Any how to article about art is difficult. How to write a book, how to paint a masterpiece – these are not as straightforward as how to change your oil or how to put together a boy band. By definition, art is not formulaic, so take this not as a recipe for song craftsmanship, but as a set of filters that I use to determine whether a song I have written meets the quality bar. These are my opinions, and therefore, may not prove relevant, but hopefully, they will be of some assistance to aspiring worship leaders about how to write a worship song.

Writing Worship Songs: 3 Tips To Get Started

1. A good worship song is singable.

If no one sings, it’s not worship. Worship songs are different then other songs in one distinct category; there are way more singers than musicians.
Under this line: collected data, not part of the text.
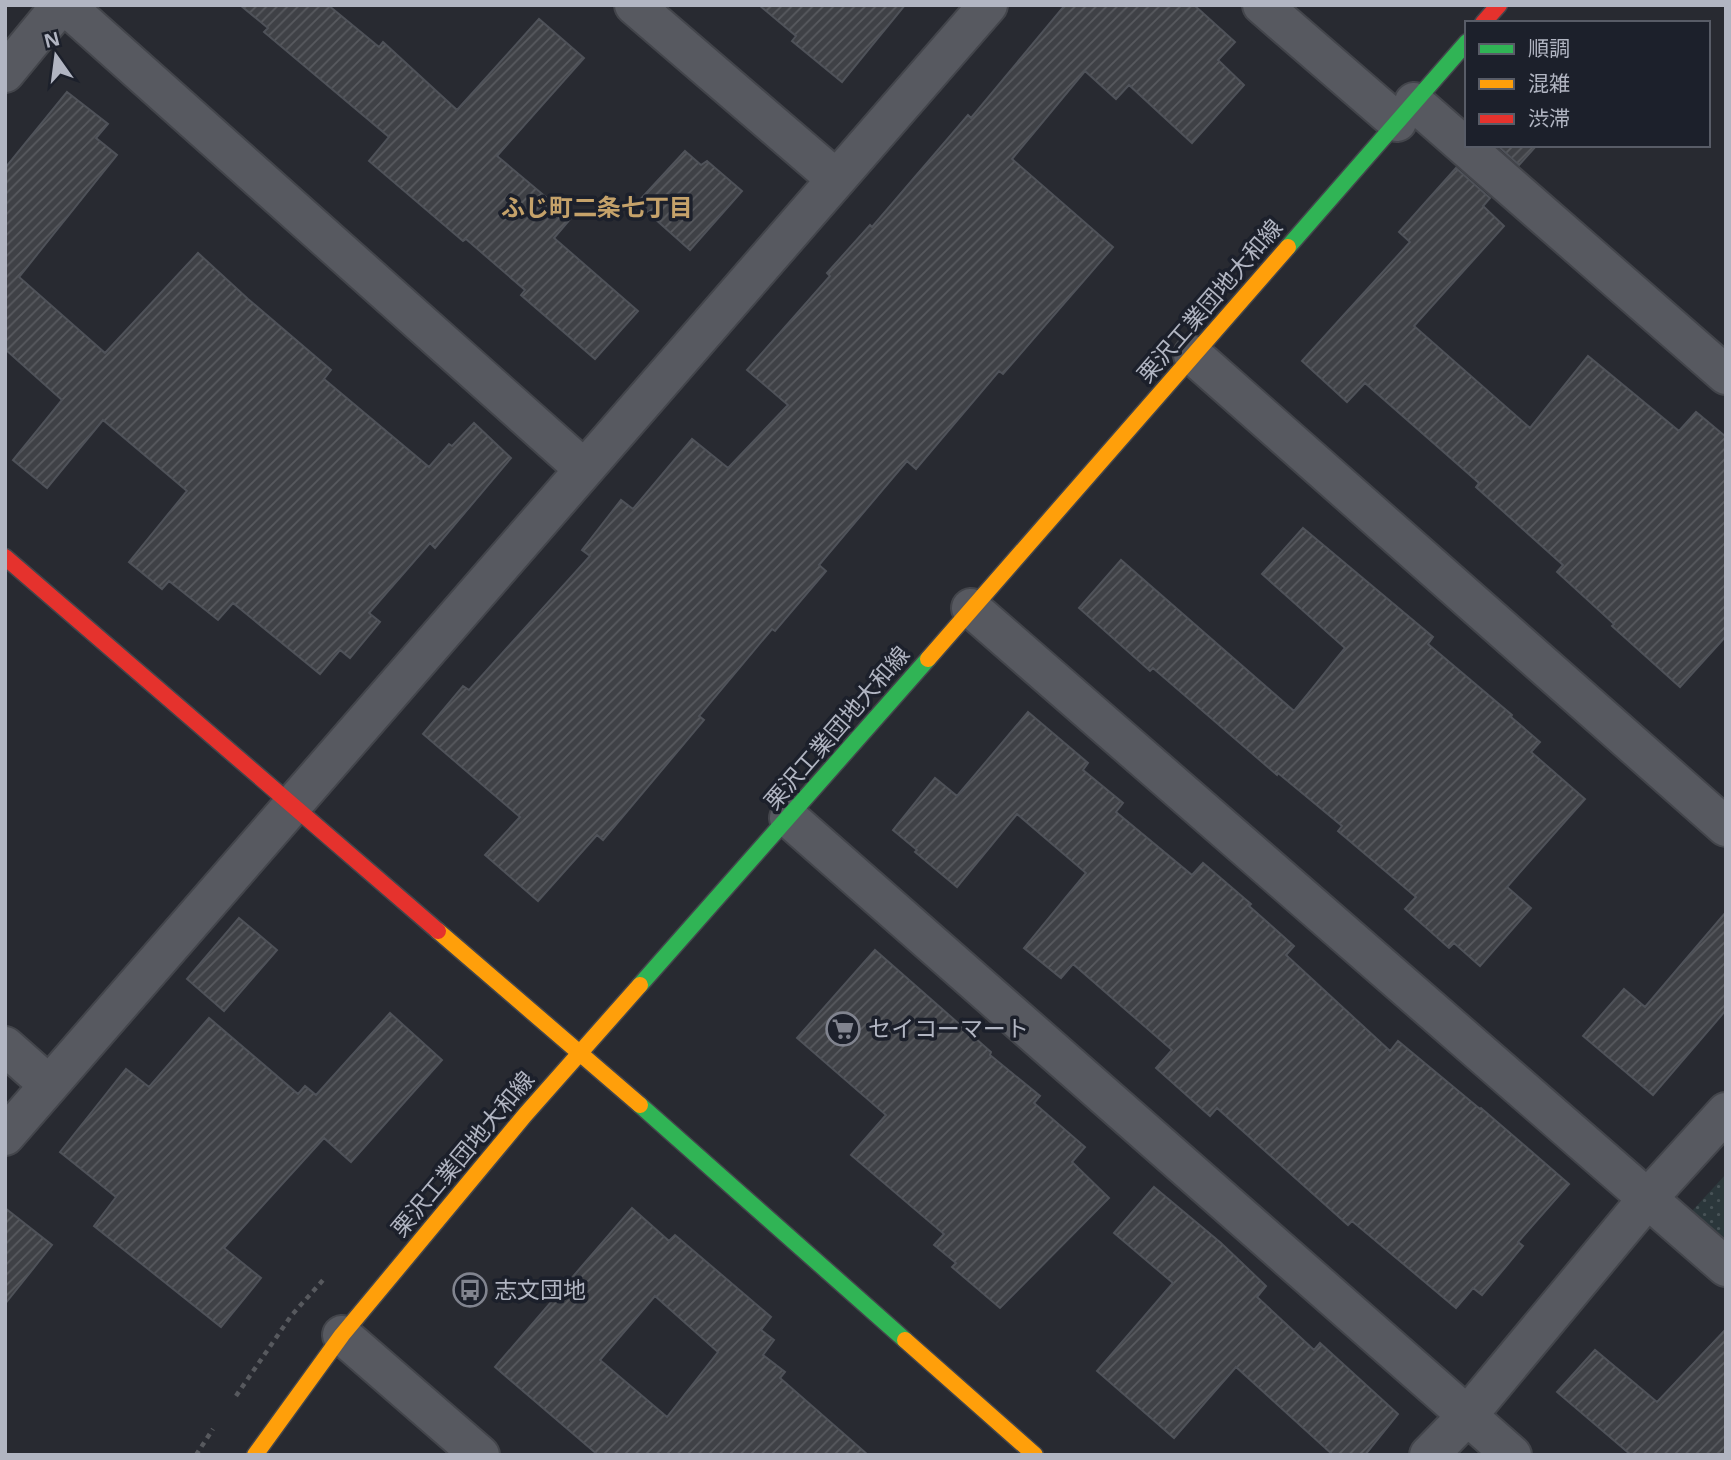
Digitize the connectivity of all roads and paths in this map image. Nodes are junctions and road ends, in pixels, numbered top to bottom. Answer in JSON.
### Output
{"nodes":[{"id":1,"x":63,"y":5,"type":"edge"},
{"id":2,"x":634,"y":5,"type":"edge"},
{"id":3,"x":988,"y":5,"type":"edge"},
{"id":4,"x":1262,"y":5,"type":"edge"},
{"id":5,"x":1499,"y":5,"type":"edge"},
{"id":6,"x":1485,"y":21,"type":"edge"},
{"id":7,"x":1465,"y":44,"type":"edge"},
{"id":8,"x":5,"y":74,"type":"edge"},
{"id":9,"x":1406,"y":112,"type":"junction"},
{"id":10,"x":836,"y":179,"type":"junction"},
{"id":11,"x":1193,"y":355,"type":"junction"},
{"id":12,"x":1726,"y":374,"type":"edge"},
{"id":13,"x":584,"y":469,"type":"junction"},
{"id":14,"x":5,"y":557,"type":"edge"},
{"id":15,"x":971,"y":607,"type":"junction"},
{"id":16,"x":291,"y":806,"type":"junction"},
{"id":17,"x":789,"y":818,"type":"junction"},
{"id":18,"x":1726,"y":827,"type":"edge"},
{"id":19,"x":5,"y":1046,"type":"edge"},
{"id":20,"x":580,"y":1052,"type":"junction"},
{"id":21,"x":50,"y":1085,"type":"junction"},
{"id":22,"x":1726,"y":1112,"type":"edge"},
{"id":23,"x":5,"y":1136,"type":"edge"},
{"id":24,"x":1648,"y":1198,"type":"junction"},
{"id":25,"x":1726,"y":1267,"type":"edge"},
{"id":26,"x":342,"y":1335,"type":"junction"},
{"id":27,"x":1467,"y":1416,"type":"junction"},
{"id":28,"x":255,"y":1455,"type":"edge"},
{"id":29,"x":480,"y":1455,"type":"edge"},
{"id":30,"x":1035,"y":1455,"type":"edge"},
{"id":31,"x":1429,"y":1455,"type":"edge"},
{"id":32,"x":1512,"y":1455,"type":"edge"}],
"edges":[{"from":1,"to":8,"type":"street"},
{"from":1,"to":13,"type":"street"},
{"from":2,"to":10,"type":"street"},
{"from":3,"to":10,"type":"street"},
{"from":4,"to":9,"type":"street"},
{"from":5,"to":6,"type":"main road"},
{"from":7,"to":9,"type":"main road","name":"栗沢工業団地大和線"},
{"from":9,"to":11,"type":"main road","name":"栗沢工業団地大和線"},
{"from":9,"to":12,"type":"street"},
{"from":10,"to":13,"type":"street"},
{"from":11,"to":15,"type":"main road","name":"栗沢工業団地大和線"},
{"from":11,"to":18,"type":"street"},
{"from":13,"to":16,"type":"street"},
{"from":14,"to":16,"type":"main road"},
{"from":15,"to":17,"type":"main road","name":"栗沢工業団地大和線"},
{"from":15,"to":24,"type":"street"},
{"from":16,"to":20,"type":"main road"},
{"from":16,"to":21,"type":"street"},
{"from":17,"to":20,"type":"main road","name":"栗沢工業団地大和線"},
{"from":17,"to":27,"type":"street"},
{"from":19,"to":21,"type":"street"},
{"from":20,"to":26,"type":"main road","name":"栗沢工業団地大和線"},
{"from":20,"to":30,"type":"main road"},
{"from":21,"to":23,"type":"street"},
{"from":22,"to":24,"type":"street"},
{"from":24,"to":25,"type":"street"},
{"from":24,"to":27,"type":"street"},
{"from":26,"to":28,"type":"main road","name":"栗沢工業団地大和線"},
{"from":26,"to":29,"type":"street"},
{"from":27,"to":31,"type":"street"},
{"from":27,"to":32,"type":"street"}]}
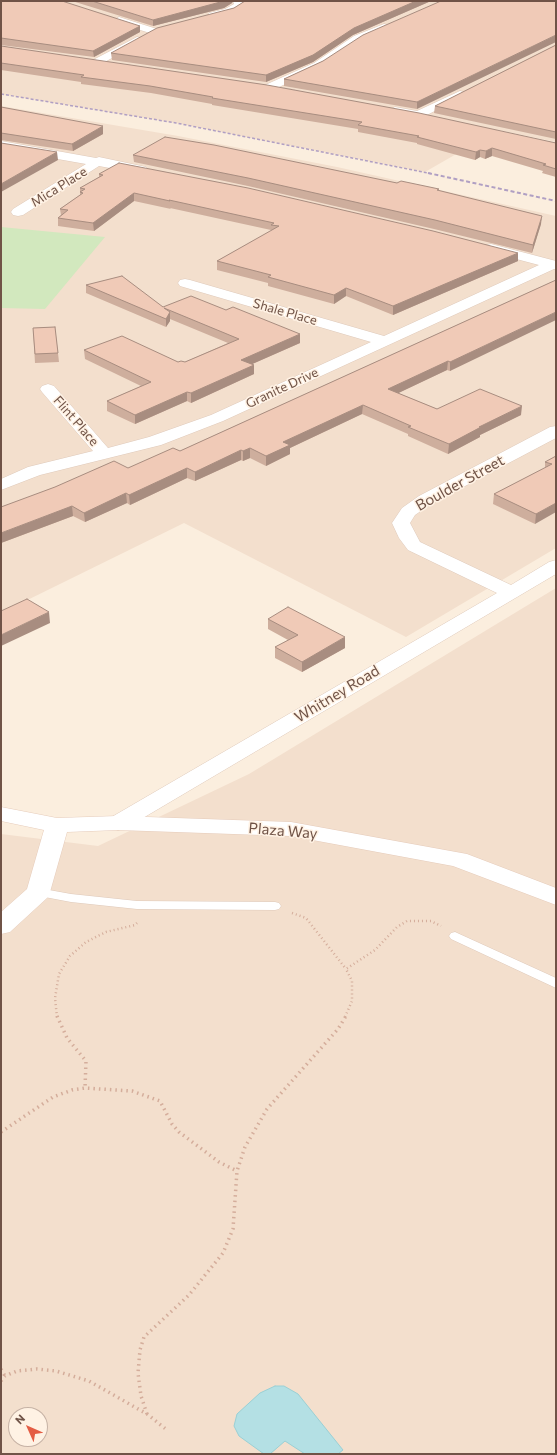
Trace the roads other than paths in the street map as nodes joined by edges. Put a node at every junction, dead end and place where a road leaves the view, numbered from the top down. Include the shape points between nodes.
1 (238, 1) edge
2 (109, 17) edge
3 (206, 17) edge
4 (393, 22) edge
5 (82, 60) edge
6 (97, 62) junction
7 (113, 65) edge
8 (473, 87) edge
9 (305, 95) edge
10 (381, 108) edge
11 (419, 115) junction
12 (434, 118) edge
13 (1, 144) edge
14 (99, 162) junction
15 (154, 172) edge
16 (18, 212) dead end
17 (478, 245) edge
18 (554, 265) edge
19 (185, 283) dead end
20 (385, 340) junction
21 (48, 389) dead end
22 (556, 431) edge
23 (104, 453) junction
24 (1, 485) edge
25 (556, 566) edge
26 (511, 592) junction
27 (1, 814) edge
28 (118, 823) junction
29 (57, 825) junction
30 (38, 892) junction
31 (556, 897) edge
32 (275, 906) road end
33 (1, 926) edge
34 (454, 936) road end
35 (556, 983) edge

1 - 3 street via 240,5 229,11
2 - 6 street via 157,30
4 - 9 street via 358,38 318,65 263,88
5 - 6 street
6 - 7 street
8 - 11 street
10 - 11 street
11 - 12 street
13 - 14 street
14 - 15 street
14 - 16 street, Mica Place
17 - 18 street
18 - 20 street, Granite Drive
19 - 20 street, Shale Place
20 - 23 street, Granite Drive via 217,418 155,441
21 - 23 street, Flint Place
22 - 26 street, Boulder Street via 425,500 408,512 401,523 414,546
23 - 24 street, Granite Drive via 34,471
25 - 26 street, Whitney Road
26 - 28 street, Whitney Road
27 - 29 main road, Plaza Way
28 - 29 main road, Plaza Way
28 - 31 main road, Plaza Way via 291,829 458,859
29 - 30 main road
30 - 32 lane via 137,905
30 - 33 main road
34 - 35 lane

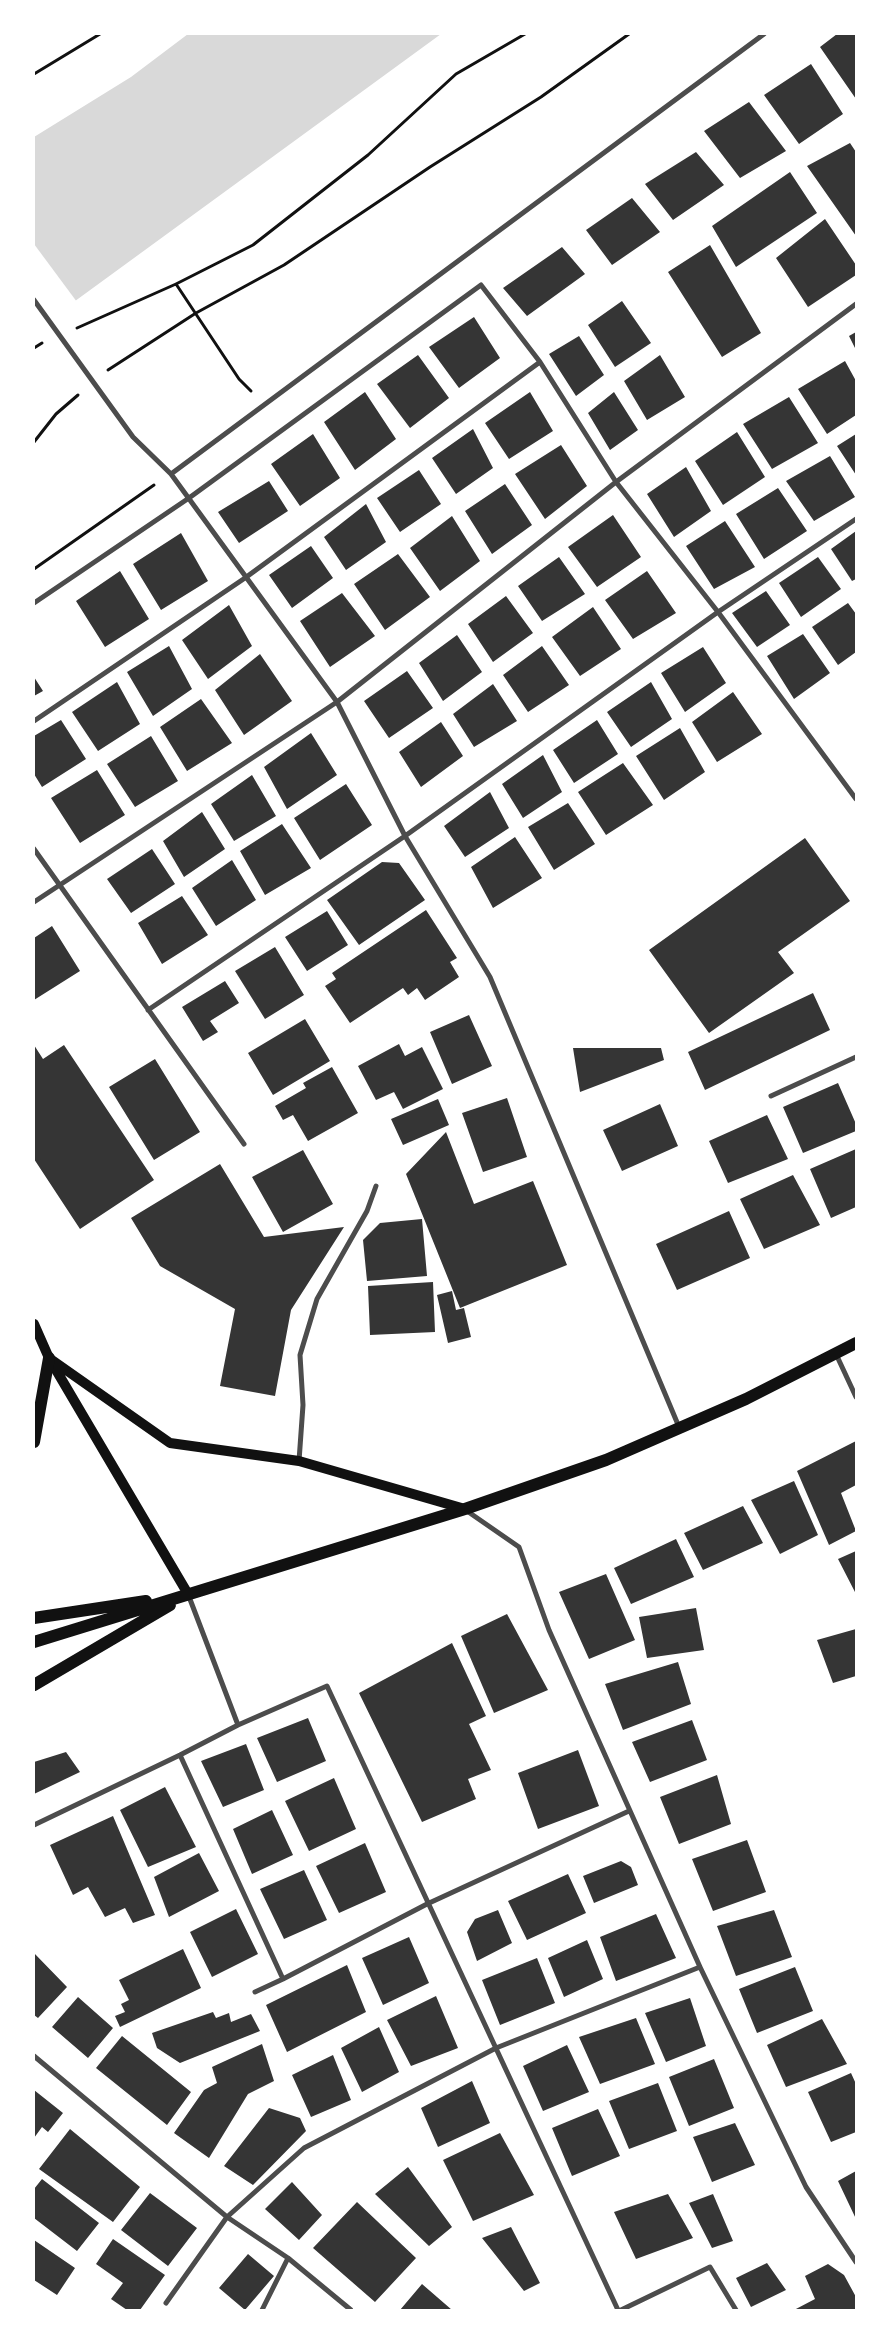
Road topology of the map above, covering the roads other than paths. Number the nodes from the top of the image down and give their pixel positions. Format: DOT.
graph roads {
  1 [pos="764,34"];
  2 [pos="34,300"];
  3 [pos="856,304"];
  4 [pos="540,362"];
  5 [pos="171,474"];
  6 [pos="616,482"];
  7 [pos="189,498"];
  8 [pos="856,519"];
  9 [pos="245,578"];
  10 [pos="34,603"];
  11 [pos="718,612"];
  12 [pos="337,702"];
  13 [pos="34,721"];
  14 [pos="856,799"];
  15 [pos="405,836"];
  16 [pos="34,849"];
  17 [pos="58,884"];
  18 [pos="34,902"];
  19 [pos="148,1010"];
  20 [pos="856,1057"];
  21 [pos="771,1096"];
  22 [pos="244,1144"];
  23 [pos="376,1186"];
  24 [pos="34,1324"];
  25 [pos="856,1343"];
  26 [pos="836,1353"];
  27 [pos="49,1358"];
  28 [pos="856,1397"];
  29 [pos="680,1428"];
  30 [pos="34,1442"];
  31 [pos="299,1461"];
  32 [pos="465,1509"];
  33 [pos="188,1594"];
  34 [pos="34,1618"];
  35 [pos="34,1642"];
  36 [pos="34,1685"];
  37 [pos="238,1725"];
  38 [pos="180,1755"];
  39 [pos="629,1811"];
  40 [pos="34,1825"];
  41 [pos="427,1904"];
  42 [pos="700,1967"];
  43 [pos="283,1979"];
  44 [pos="255,1992"];
  45 [pos="496,2048"];
  46 [pos="34,2056"];
  47 [pos="227,2217"];
  48 [pos="288,2258"];
  49 [pos="856,2262"];
  50 [pos="166,2303"];
  51 [pos="262,2310"];
  52 [pos="351,2310"];
  53 [pos="619,2310"];
  54 [pos="736,2310"];
  1 -- 5 [label="street"];
  2 -- 5 [label="street"];
  3 -- 6 [label="street"];
  4 -- 6 [label="street"];
  4 -- 7 [label="street"];
  4 -- 9 [label="street"];
  5 -- 7 [label="street"];
  6 -- 11 [label="street"];
  6 -- 12 [label="street"];
  7 -- 9 [label="street"];
  7 -- 10 [label="street"];
  8 -- 11 [label="street"];
  9 -- 12 [label="street"];
  9 -- 13 [label="street"];
  11 -- 14 [label="street"];
  11 -- 15 [label="street"];
  12 -- 15 [label="street"];
  12 -- 17 [label="street"];
  15 -- 19 [label="street"];
  15 -- 29 [label="street"];
  16 -- 17 [label="street"];
  17 -- 18 [label="street"];
  17 -- 19 [label="street"];
  19 -- 22 [label="street"];
  20 -- 21 [label="street"];
  23 -- 31 [label="street"];
  24 -- 27 [label="main road"];
  25 -- 26 [label="main road"];
  26 -- 28 [label="street"];
  26 -- 29 [label="main road"];
  27 -- 30 [label="main road"];
  27 -- 31 [label="main road"];
  27 -- 33 [label="main road"];
  29 -- 32 [label="main road"];
  31 -- 32 [label="main road"];
  32 -- 33 [label="main road"];
  32 -- 39 [label="street"];
  33 -- 34 [label="main road"];
  33 -- 35 [label="main road"];
  33 -- 36 [label="main road"];
  33 -- 37 [label="street"];
  37 -- 38 [label="street"];
  37 -- 41 [label="street"];
  38 -- 40 [label="street"];
  38 -- 43 [label="street"];
  39 -- 41 [label="street"];
  39 -- 42 [label="street"];
  41 -- 43 [label="street"];
  41 -- 45 [label="street"];
  42 -- 45 [label="street"];
  42 -- 49 [label="street"];
  43 -- 44 [label="street"];
  45 -- 47 [label="street"];
  45 -- 53 [label="street"];
  46 -- 47 [label="street"];
  47 -- 48 [label="street"];
  47 -- 50 [label="street"];
  48 -- 51 [label="street"];
  48 -- 52 [label="street"];
  53 -- 54 [label="street"];
}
Everyone in the congregation should be able to (and want to)  sing along to the song.

How do you know if a song is singable? The “yeah, duh” answer is if people sing to it. Though this doesn’t always tell, you should see some songs that people consistently sing along with, and others that they consistently don’t. Ask yourself the difference between these two songs, and I think you’ll see some of the things in this article.

Why does a song have to be singable? The congregation is not the audience, and the leaders are not performers. When worshipping, we are all one body lifting up our voices to the Lord. As singers and instrument players, our whole job as worship leaders is to encourage as many people as possible to worship, and this is usually manifested through singing.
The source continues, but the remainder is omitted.